China plans to require that all new cars sold after 2035 be eco-friendly “new energy vehicles” according to Nikkei Asia. The plans were announced in a future road map for new energy vehicles and will be regulated under China’s Ministry of Industry and Information Technology.
The specifics of the plan state that as of 2035, 50% of new cars sold in the country will be either electric, plug-in hybrid, or fuel cell vehicles, and 50% of new cars will be conventional hybrids, which still run entirely on gasoline.
Currently, “new energy vehicles” — a category which includes plug-in hybrids and fuel cell vehicles, but most of which are battery electric vehicles — make up 5% of China’s new car market. This is a higher percentage of new car sales than all but seven countries, as of 2019. But it’s a far shot from 50%, which is the percentage China wants to reach by 2035. China’s road map targets a steady increase of that percentage from now until 2035.
The other 50% of new vehicles sold will still be conventional (non-plug-in) hybrids. China plans to gradually eliminate non-hybrid gas-powered vehicles in the next 15 years, targeting 75% of gasoline cars to be hybrids by 2030, and 100% of them by 2035. China also plans to stop manufacturing non-hybrid gas-powered vehicles by 2035, which could help force other countries to move away from gasoline.
It does need to be noted, though, that conventional hybrids do gain 100% of their energy from burning gasoline. There is no other external energy source powering them. Unlike plug-in vehicles, they cannot be made cleaner by a shift to cleaner grid electricity, as they cannot be charged through external means.
They do make more efficient use of the gasoline they burn by reducing one of the main ways that cars lose energy — through braking — but they will still burn gasoline for the entirety of their operational lifetime, which could last 10 or 20 years. If China is still producing new gas-burning hybrids in 2040 or 2050, this makes their 2060 net-zero carbon target that much more difficult.
China’s road map comes hot on the heels of California’s announcement last month that it will ban new gas car sales past 2035. We saw similar bans recently proposed (but not yet passed) in both New York and New Jersey.

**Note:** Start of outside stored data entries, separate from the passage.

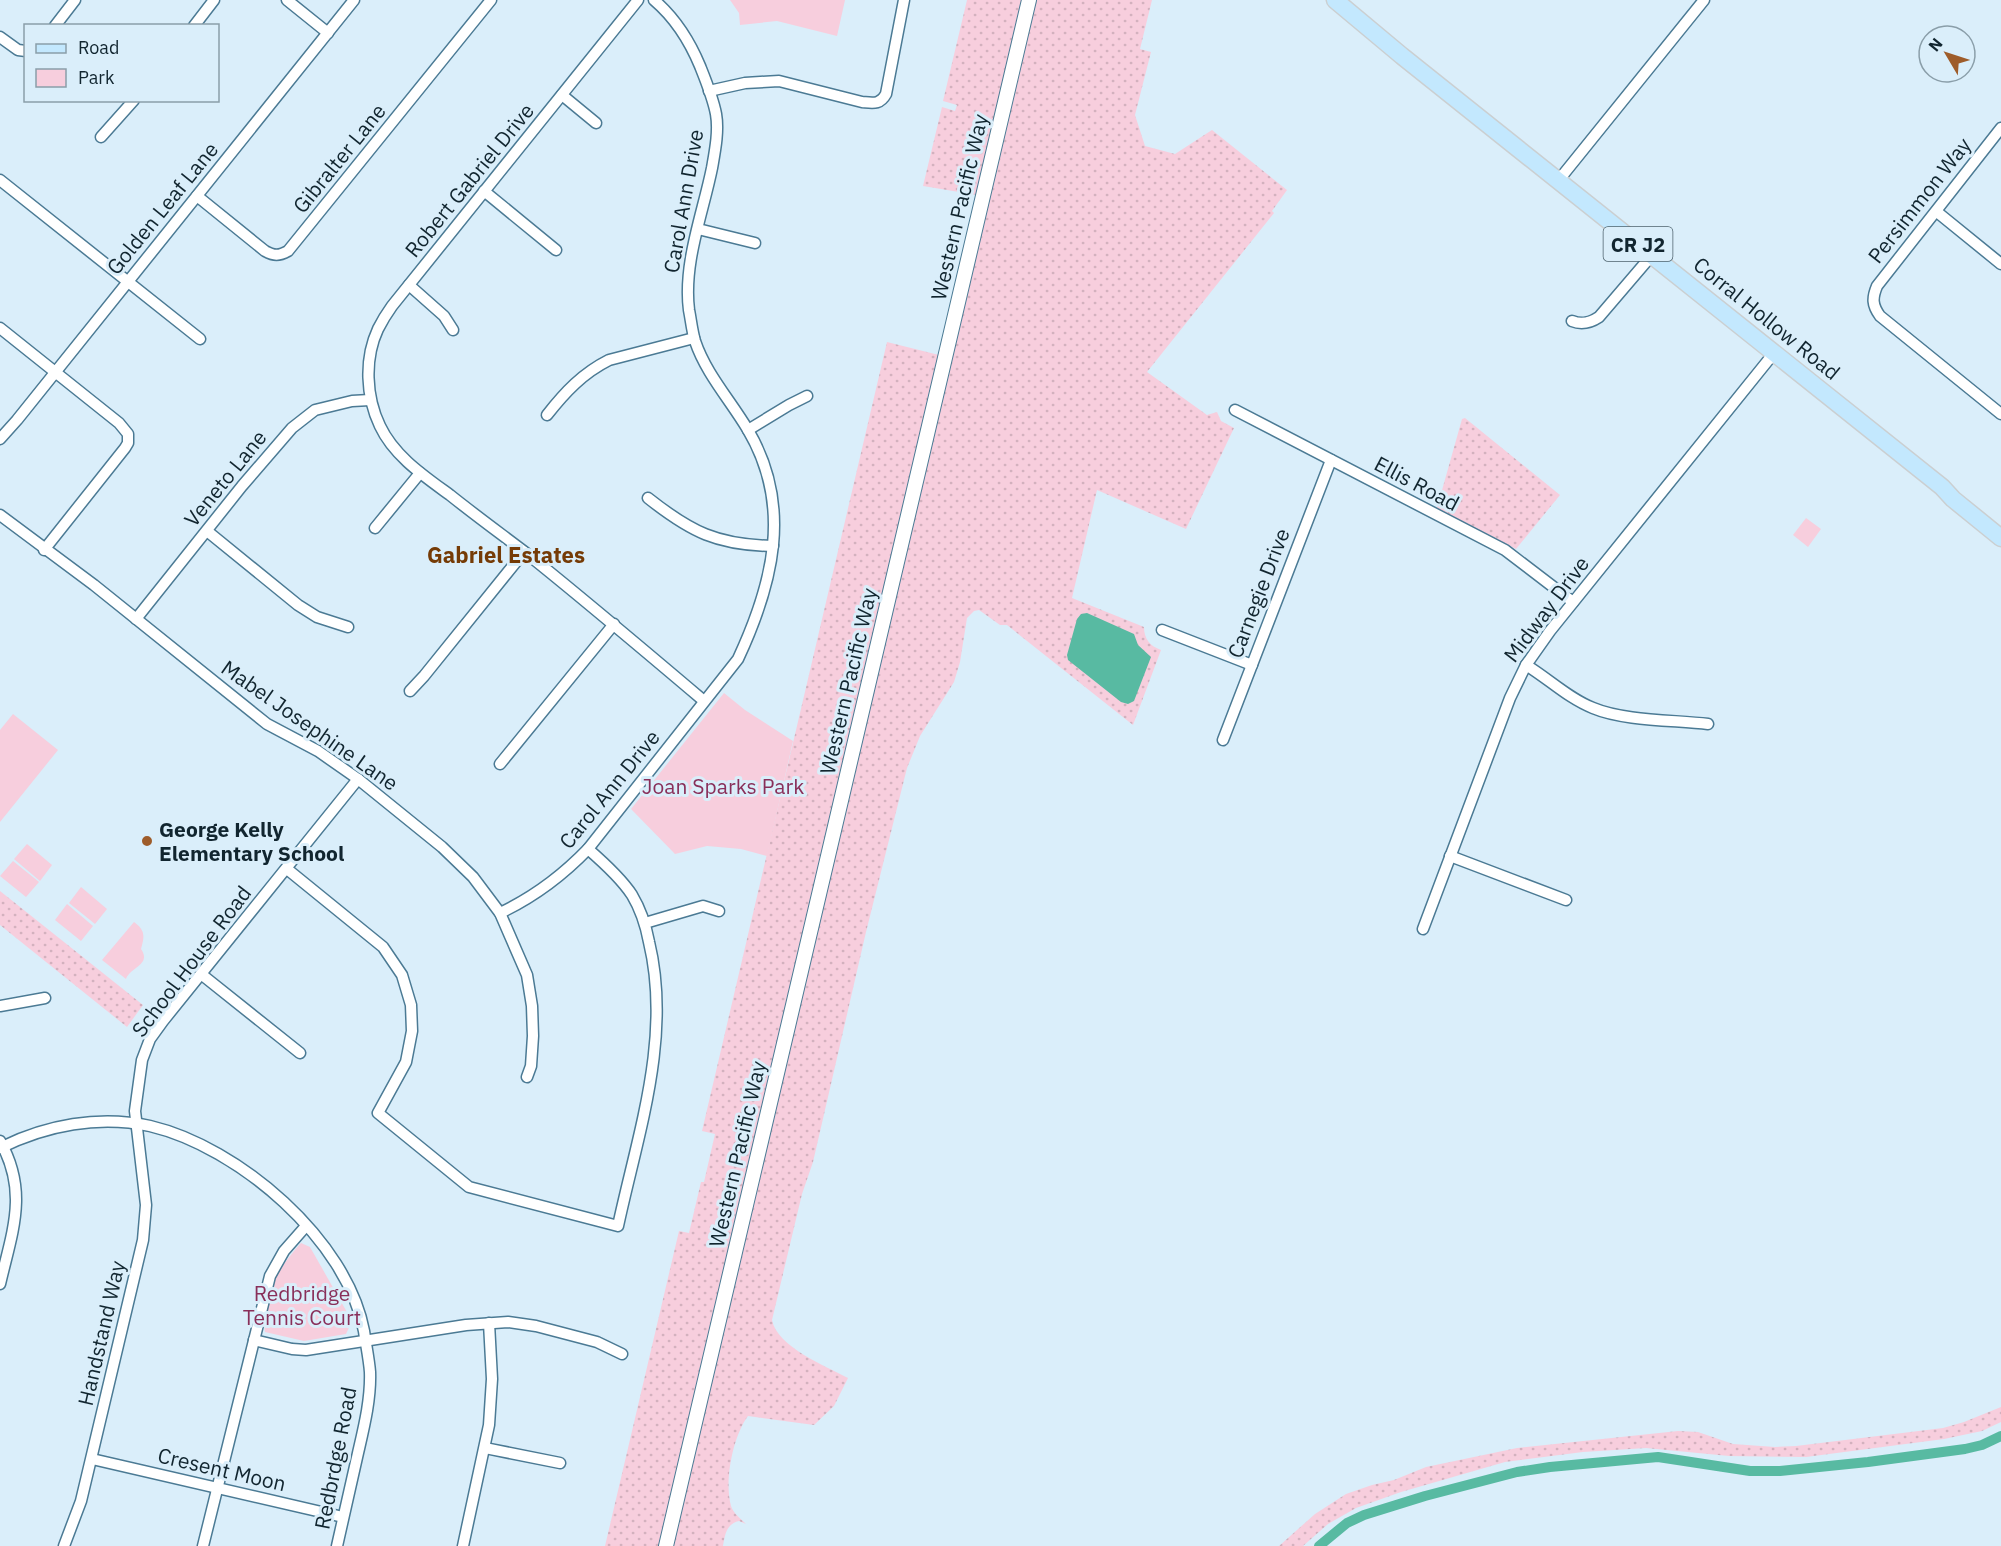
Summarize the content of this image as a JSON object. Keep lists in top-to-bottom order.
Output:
{
  "streets": {
    "main road": ["CR J2", "Corral Hollow Road"],
    "street": [
      "Gibralter Lane",
      "Robert Gabriel Drive",
      "Persimmon Way",
      "Carol Ann Drive",
      "Western Pacific Way",
      "Golden Leaf Lane",
      "Veneto Lane",
      "Ellis Road",
      "Carnegie Drive",
      "Midway Drive",
      "Mabel Josephine Lane",
      "School House Road",
      "Handstand Way",
      "Redbrdge Road",
      "Cresent Moon"
    ]
  },
  "crossings": [
    ["Gibralter Lane", "Golden Leaf Lane"],
    ["Robert Gabriel Drive", "Carol Ann Drive"],
    ["Robert Gabriel Drive", "Veneto Lane"],
    ["Carol Ann Drive", "Mabel Josephine Lane"],
    ["Corral Hollow Road", "Midway Drive"],
    ["Veneto Lane", "Mabel Josephine Lane"],
    ["Ellis Road", "Carnegie Drive"],
    ["Ellis Road", "Midway Drive"],
    ["Mabel Josephine Lane", "School House Road"],
    ["School House Road", "Handstand Way"],
    ["School House Road", "Redbrdge Road"],
    ["Handstand Way", "Redbrdge Road"],
    ["Handstand Way", "Cresent Moon"],
    ["Redbrdge Road", "Cresent Moon"]
  ],
  "districts": ["Gabriel Estates"],
  "parks": ["Joan Sparks Park", "Redbridge Tennis Court"],
  "places": ["George Kelly Elementary School"],
  "legend": ["Road", "Park"],
  "north": "top left"
}
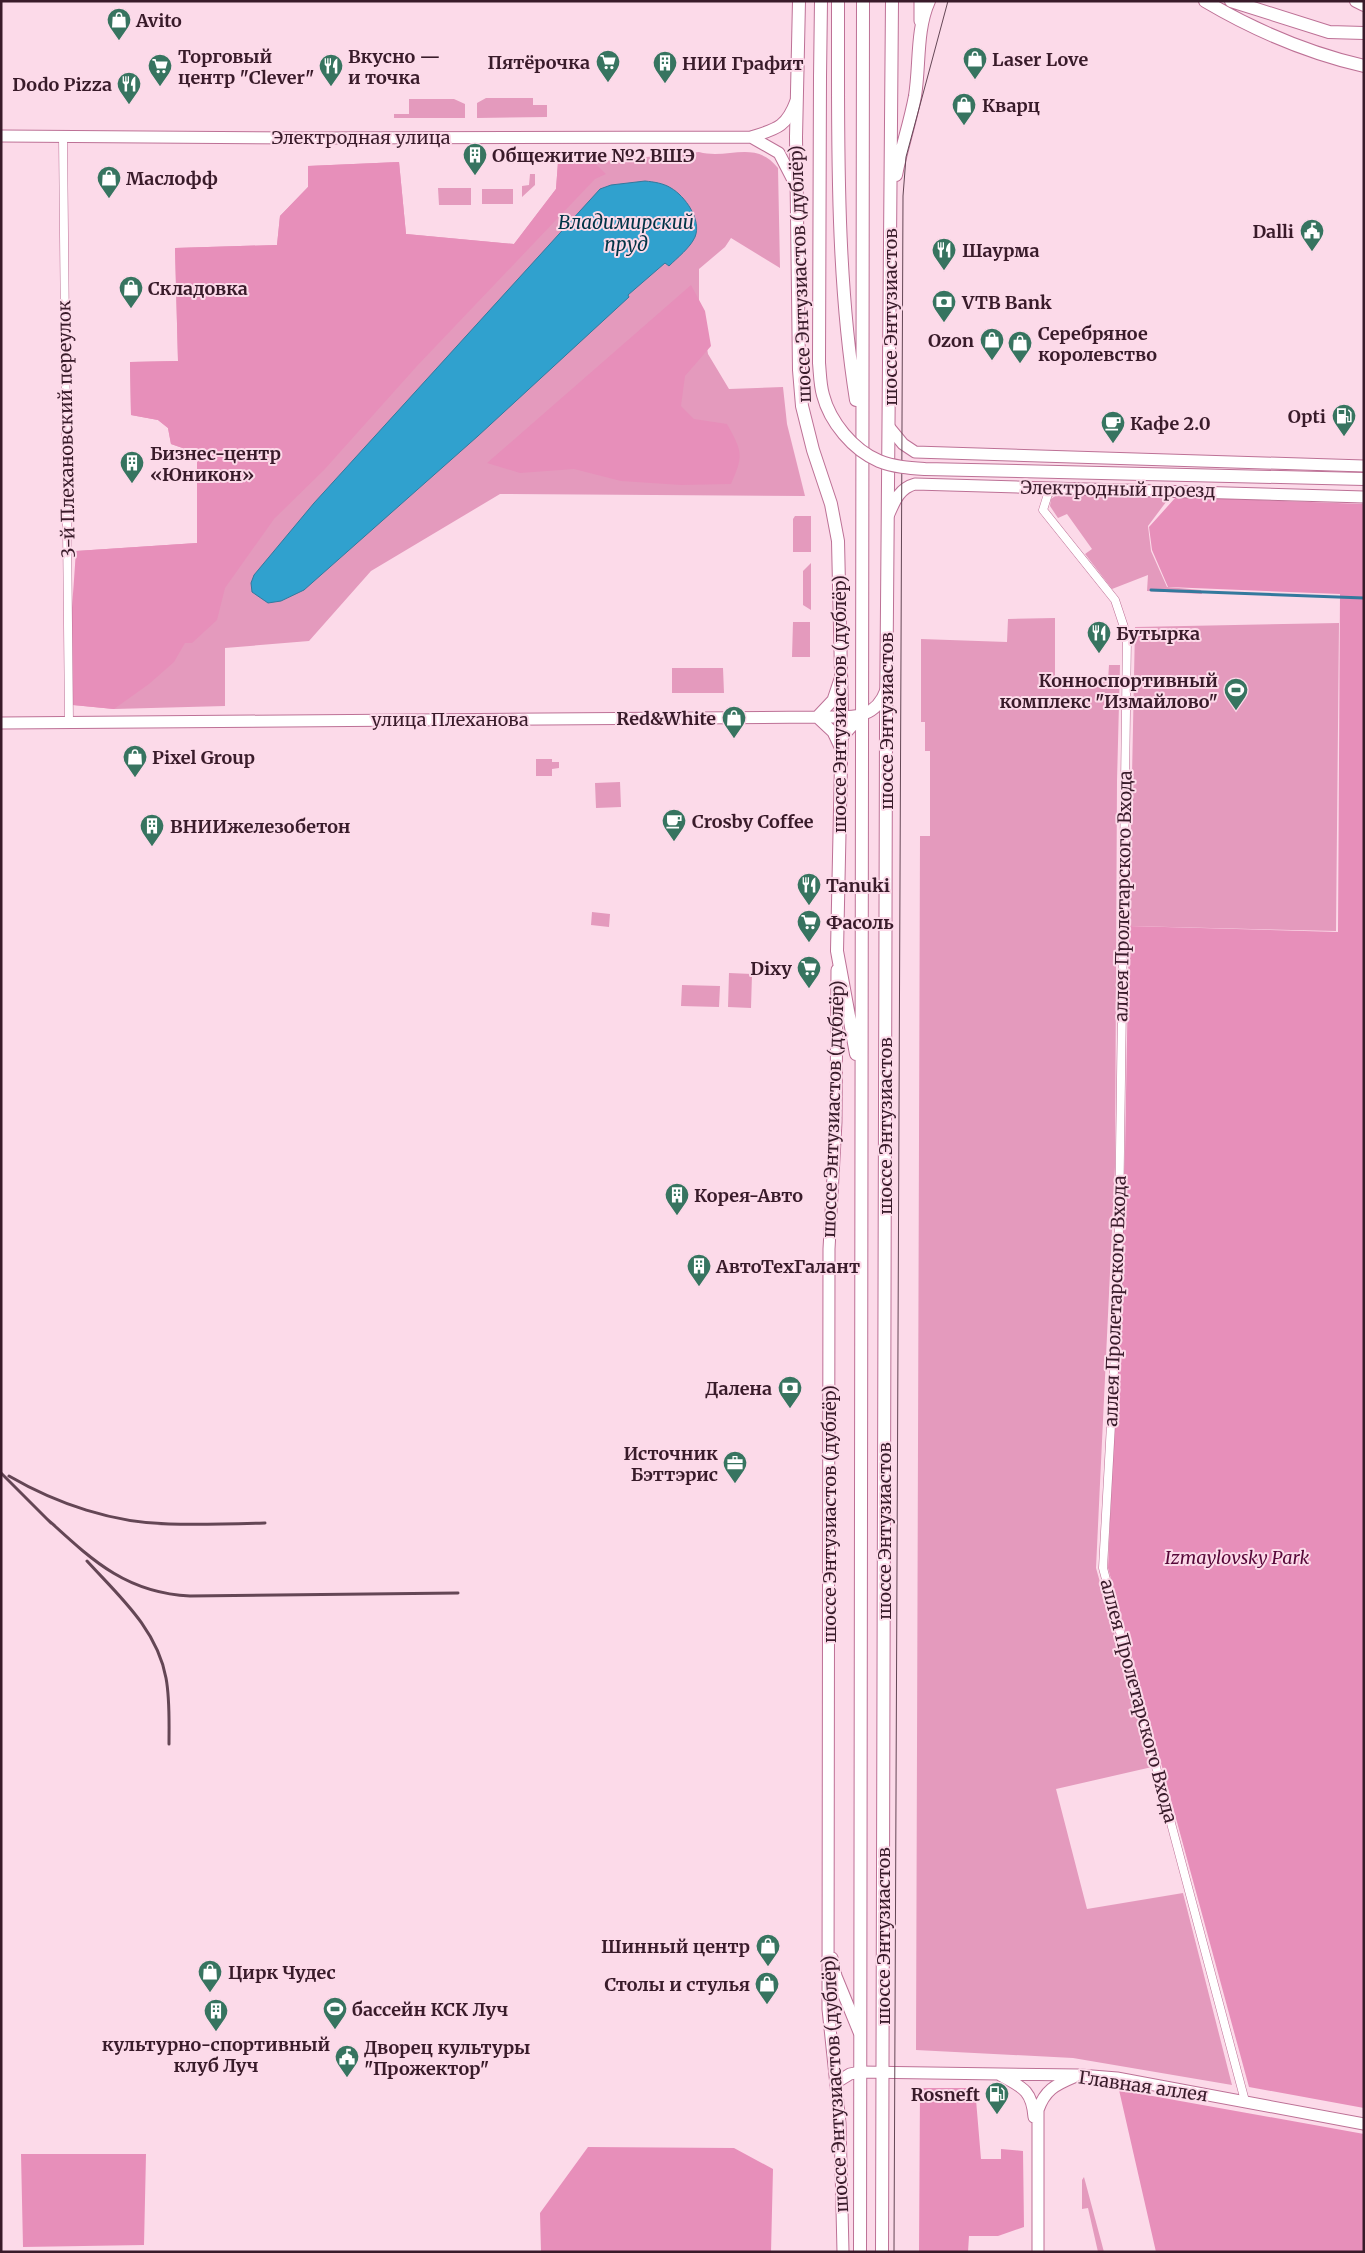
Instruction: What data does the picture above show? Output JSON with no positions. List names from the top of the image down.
{
  "streets": {
    "main road": [
      "Электродная улица",
      "шоссе Энтузиастов (дублёр)",
      "шоссе Энтузиастов",
      "Электродный проезд",
      "улица Плеханова",
      "Главная аллея"
    ],
    "street": ["3-й Плехановский переулок", "аллея Пролетарского Входа"]
  },
  "crossings": [
    ["Электродная улица", "шоссе Энтузиастов (дублёр)"],
    ["Электродная улица", "3-й Плехановский переулок"],
    ["шоссе Энтузиастов (дублёр)", "улица Плеханова"],
    ["шоссе Энтузиастов", "Электродный проезд"],
    ["шоссе Энтузиастов", "улица Плеханова"],
    ["шоссе Энтузиастов", "Главная аллея"],
    ["3-й Плехановский переулок", "улица Плеханова"],
    ["Электродный проезд", "аллея Пролетарского Входа"],
    ["аллея Пролетарского Входа", "Главная аллея"]
  ],
  "water": ["Владимирский пруд"],
  "parks": ["Izmaylovsky Park"],
  "places": {
    "shop": [
      "Avito",
      "Laser Love",
      "Кварц",
      "Маслофф",
      "Складовка",
      "Ozon",
      "Серебряное королевство",
      "Red&White",
      "Pixel Group",
      "Шинный центр",
      "Цирк Чудес",
      "Столы и стулья"
    ],
    "supermarket": [
      "Пятёрочка",
      "Торговый центр \"Clever\"",
      "Фасоль",
      "Dixy"
    ],
    "building": [
      "НИИ Графит",
      "Общежитие №2 ВШЭ",
      "Бизнес-центр «Юникон»",
      "ВНИИжелезобетон",
      "Корея-Авто",
      "АвтоТехГалант",
      "культурно-спортивный клуб Луч"
    ],
    "restaurant": [
      "Вкусно — и точка",
      "Dodo Pizza",
      "Шаурма",
      "Бутырка",
      "Tanuki"
    ],
    "public building": ["Dalli", "Дворец культуры \"Прожектор\""],
    "bank": ["VTB Bank", "Далена"],
    "fuel station": ["Opti", "Rosneft"],
    "cafe": ["Кафе 2.0", "Crosby Coffee"],
    "sports": ["Конноспортивный комплекс \"Измайлово\"", "бассейн КСК Луч"],
    "office": ["Источник Бэттэрис"]
  }
}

But despite the outsized economic impact of those states (and high level of car ownership in California), China’s announcement is much, much bigger. As the most populous country in the world that is also rapidly developing, China is already the world’s largest auto market and only stands to grow in the future. Any action they take will be very consequential in terms of the global impact on climate change.
Electrek’s Take
As with California’s 2035 gas car ban, we need to ask: Why not sooner? And more so: Why not include all cars, instead of only half of them?
China, for all its political ills that are outside the purview of this article, does have an advantage: They move quickly when they put their mind to something. Directives from higher-ups can be put into effect more quickly in China than in other countries, and this is one reason why the country has attracted Western investment and is growing so rapidly.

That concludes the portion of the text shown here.